Four years later, their story seems less like a tribute to upward mobility than a study of obstacles in an age of soaring economic inequality. Not one of them has a four-year degree. Only one is still studying full time, and two have crushing debts. Angelica, who left Emory owing more than $60,000, is a clerk in a Galveston furniture store.

Each showed the ability to do college work, even excel at it. But the need to earn money brought one set of strains, campus alienation brought others, and ties to boyfriends not in school added complications. With little guidance from family or school officials, college became a leap that they braved without a safety net.        

Does this validate the Posse Foundation’s approach?
Posse started because of one student who said, “I never would have dropped out of college if I had my posse with me.” That simple idea of sending a group of students to college together to act as a support system for one another was the impetus for a program that today has become one of the most comprehensive college access programs in the United States.

Thursday, January 3, 2013

File these under barriers to modernisation

From the NYT:
India has laws against rape; seats reserved for women in buses, female officers; special police help lines. But these measures have been ineffective in the face of a patriarchal and misogynistic culture. It is a culture that believes that the worst aspect of rape is the defilement of the victim, who will no longer be able to find a man to marry her — and that the solution is to marry the rapist.

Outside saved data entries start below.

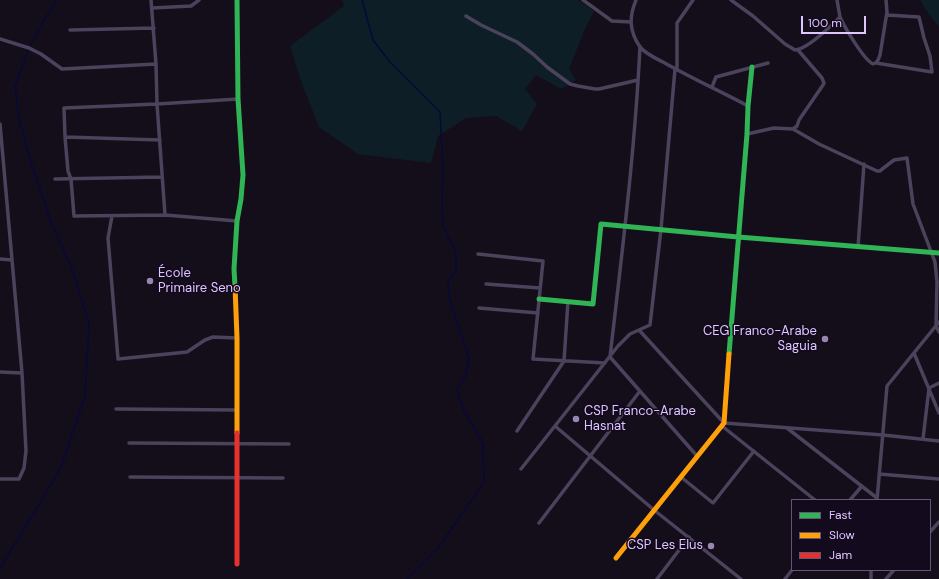 <!DOCTYPE html>
<meta charset="utf-8">
<style>
body{margin:0}
#map{position:relative;width:939px;height:579px;overflow:hidden;background:#140e1a;font-family:"DM Sans",sans-serif}
canvas{display:block}
.legend{position:absolute;left:791px;top:499px;width:140px;height:72px;box-sizing:border-box;background:#140a1e;border:1px solid #655678;margin:0;padding:5px 7px;list-style:none;font-size:12px;color:#dec7ff}
.legend li{display:flex;align-items:center;gap:8px;height:20px}
.legend b{width:20px;border:1px solid #655678}
.scale{position:absolute;left:801px;top:16px;width:65px;height:18px;box-sizing:border-box;border:2px solid #dec7ff;border-top:0;padding-left:5px;font-size:12px;line-height:14px;white-space:nowrap;color:#dec7ff;-webkit-text-stroke:3px #140a1e;paint-order:stroke}
</style>
<div id="map">
<canvas width="939" height="579"></canvas>
<ul class="legend">
<li><b style="height:5px;background:#30b455"></b>Fast</li>
<li><b style="height:5px;background:#ff9f0a"></b>Slow</li>
<li><b style="height:5px;background:#e5322d"></b>Jam</li>
</ul>
<div class="scale">100 m</div>
</div>
<script>
const ctx = document.querySelector('canvas').getContext('2d');
ctx.lineJoin = 'round';
function paint(path, color) { ctx.fillStyle = color; ctx.fill(path, 'evenodd'); }
function trace(path, color, width, dash) { ctx.strokeStyle = color; ctx.lineWidth = width; ctx.lineCap = dash ? 'butt' : 'round'; ctx.setLineDash(dash || []); ctx.stroke(path); }
function write(font, color, halo, rows, align = 'center') {
  ctx.font = font + ' "DM Sans",sans-serif'; ctx.lineWidth = 3; ctx.setLineDash([]); ctx.textBaseline = 'middle'; ctx.strokeStyle = halo; ctx.fillStyle = color; for (const [text, x, y, turn = 0] of rows) {
    ctx.save(); ctx.translate(x, y); ctx.rotate((+turn || 0) * Math.PI / 180); ctx.textAlign = isNaN(turn) ? turn : align; if (halo) ctx.strokeText(text, 0, 0); ctx.fillText(text, 0, 0); ctx.restore();
  }
}
paint(new Path2D(`
 M342 0H578L594 11 585 29 569 69 576 80 561 89 536 75 525 89 537 104 522 131 496 116 466 118 438 136 431 163 358 154 319 127 300 78 290 46 344 6Z
 M920 0H939V27L926 10Z`), '#0e1e26');
trace(new Path2D(`
 M362 0 373 40 390 62 440 112 443 167 442 203 443 226 456 254V271L448 281 449 297 469 358 465 377 457 389 464 411 483 443 484 482 439 547 407 579
 M0 568 60 470 85 395 89 324 73 272 51 222 32 166 19 119 15 87 29 48 44 20 57 0`), '#070938', 1.5);
trace(new Path2D(`
 M151 0 156 64 157 104 165 215
 M583 0 612 21 631 22
 M636 0C629 17 629 31 640 47 646 54 655 58 663 62 691 78 720 91 748 106
 M731 0 753 16 785 44 795 50C807 49 830 27 840 17 845 28 864 60 873 64 878 62 878 60 880 55L887 12 886 0
 M837 0 840 17
 M152 8 191 6 199 0
 M466 16 481 25 517 42 533 54 547 67 570 84 578 86 595 89H599L638 80
 M70 30 154 28
 M0 39 29 48 41 54 62 69 156 64
 M640 46C635 150 622 253 610 357L697 456
 M876 63 932 72 930 56 924 38 919 17 887 15
 M677 70V23L693 0
 M712 87 716 77 768 63
 M0 124 22 373 26 451 24 468 19 479H0
 M793 129 819 144 877 171H880L881 170 894 160 907 158 913 204 935 262 937 282 936 326 939 332
 M747 134 774 128 793 129 797 126 799 120 823 85 824 83 822 78 798 50
 M65 137 160 140
 M55 179 162 177
 M112 216 108 238 118 359 187 352 205 340 213 337 237 338
 M237 221 165 215 74 216 71 179 68 171 65 137 64 108 157 104 238 99
 M858 247 864 164
 M478 254 543 261 533 359 605 363
 M0 259 12 260
 M486 284 540 288
 M479 308 538 313
 M639 330 724 423 883 435 939 441
 M914 353 939 413
 M0 372 22 373
 M116 409 237 410
 M555 426 654 510 741 579
 M722 426 815 500
 M787 428 877 498
 M517 431 564 361 568 301
 M923 439 929 388 939 383
 M129 443 289 444
 M521 469 618 346 630 334 650 325 661 229 675 69
 M879 474 939 479
 M130 477 283 478
 M681 477 713 503 754 451
 M850 500 862 486
 M877 500 887 386 939 322
 M539 523 640 391
 M930 532 939 522
 M657 579 689 537
 M785 579 792 570
 M871 579V570
 M886 579 894 570`), '#4b425b', 3.5);
trace(new Path2D(`
 M235 286 234 269 237 221 241 199 243 175 238 99 237 0
 M539 299 593 304 601 224 738 237 939 253
 M729 354 747 134 748 106 752 67`), '#30b455', 5);
trace(new Path2D(`
 M235 286 237 338V433
 M616 558 724 423 729 354`), '#ff9f0a', 5);
trace(new Path2D(`
 M237 433V564`), '#e5322d', 5);
for (const [x, y, r, color] of [
 [150,281,4,"#9786af"],
 [825,339,4,"#9786af"],
 [576,419,4,"#9786af"],
 [711,546,4,"#9786af"]
]) { const dot = new Path2D(); dot.arc(x, y, r, 0, 2 * Math.PI); ctx.fillStyle = color; ctx.fill(dot); trace(dot, '#140a1e', 1.5); }
write('13px', '#dec7ff', '#140a1e', [
 ["École",158,274],
 ["Primaire Seno",158,289],
 ["CEG Franco-Arabe",817,332,"right"],
 ["Saguia",817,347,"right"],
 ["CSP Franco-Arabe",584,412],
 ["Hasnat",584,427],
 ["CSP Les Elus",703,546,"right"]
], 'left');
</script>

These beliefs aren’t restricted to living rooms, but are expressed openly. In the months before the gang rape, some prominent politicians had attributed rising rape statistics to women’s increasing use of cellphones and going out at night. “Just because India achieved freedom at midnight does not mean that women can venture out after dark,” said Botsa Satyanarayana, the Congress Party leader in the state of Andhra Pradesh.     

From the BBC:

A city in the Indonesian province of Aceh which follows Sharia has ordered female passengers not to straddle motorbikes behind male drivers.

Suaidi Yahya, mayor of Lhokseumawe, says it aims to save people's "morals and behaviours".